U.S. stocks jumped on Thursday as an upbeat outlook from PayPal and a surprise rise in Chinese exports raised hopes of a faster economic recovery from what is expected to be a deep coronavirus-led recession.
FILE PHOTO: The New York Stock Exchange (NYSE) is seen in the financial district of lower Manhattan during the outbreak of the coronavirus disease (COVID-19) in New York City, U.S., April 26, 2020. REUTERS/Jeenah MoonThe payments processor rose 13.3%, providing the biggest boost to the S&P 500 after it forecast a strong recovery in payments volumes in the second quarter as social distancing drives more people to shop online.
Its shares helped the technology index rise 1.7%, while larger peer Visa Inc gained 3.2%.
Lyft Inc surged 23.1% as the ride-hailing company posted higher-than-expected revenue and vowed to further cut costs to be profitable. Rival Uber Technologies, which is expected to report results after markets close, gained 7%.
“With expectations just set so low, any positive news is really being welcomed, and the continuing negative news, to some extent, is being pushed to the side,” said Rick Meckler a partner at Cherry Lane Investments in New Vernon, New Jersey.
U.S. stock indexes have rebounded sharply from the coronavirus-fueled selloff in March, powered by monetary and fiscal stimulus and, more recently, by hard-hit states reopening businesses following sweeping lockdowns.
Wall Street’s fear gauge eased to levels it was trading at in early March, before volatility leapt to 12-year highs due to the COVID-19 pandemic. However, the S&P 500 is still about 15% below its Feb. record high.
Latest data showed 3.17 million Americans applied for state unemployment benefits last week, but the number marked the fifth straight weekly decline in applications. The more comprehensive nonfarm payroll report is due on Friday.
“Some of the revenue and earnings numbers are better-than-expected and for the time being, that immediate focus is driving good bid on the market,” said Tony Caxide, chief investment officer at Hamilton Capital in Columbus, Ohio.
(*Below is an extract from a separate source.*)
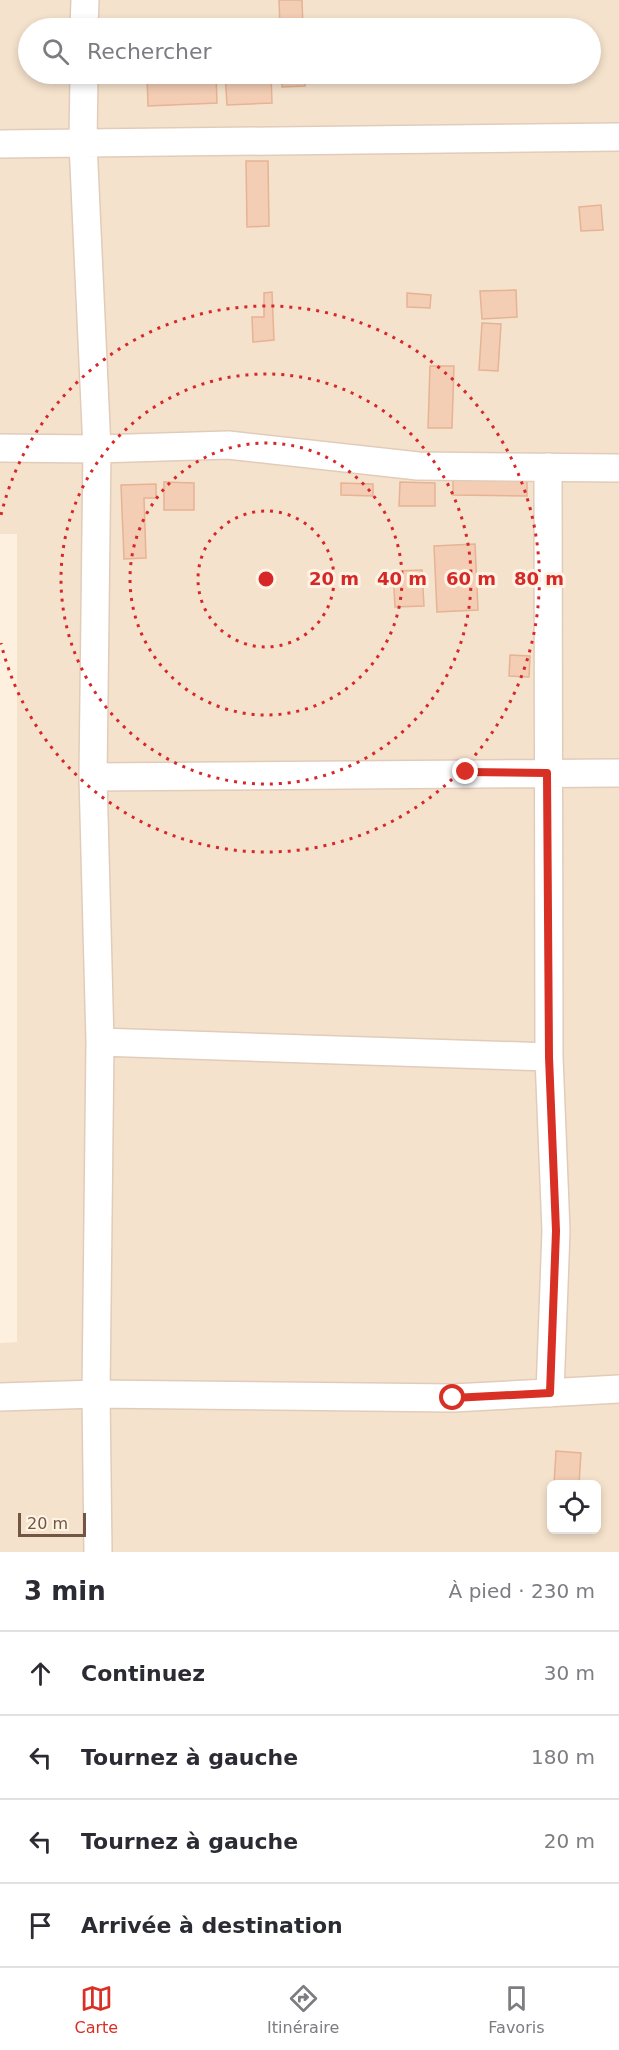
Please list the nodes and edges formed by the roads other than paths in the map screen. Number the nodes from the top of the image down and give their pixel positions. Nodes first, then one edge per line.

Energy stocks rose 3.7%, the most among 11 major sectors, on optimism around future oil demand after China’s overseas shipments in April rose for the first time this year as factories raced to make up for lost sales.
At 11:20 a.m. ET, the Dow Jones Industrial Average was up 325.75 points, or 1.38%, at 23,990.39, the S&P 500 was up 41.38 points, or 1.45%, at 2,889.80. The Nasdaq Composite was up 116.44 points, or 1.32%, at 8,970.83.
Weapons maker Raytheon Technologies Corp rose 0.7%, as Chief Financial Officer Toby O’Brien said he expected positive free cash flow in 2020, primarily driven by its defense business.
Advancing issues outnumbered decliners by a 4.34-to-1 ratio on the NYSE and by a 2.70-to-1 ratio on the Nasdaq.
The S&P index recorded seven new 52-week highs and no new low, while the Nasdaq recorded 48 new highs and five new lows.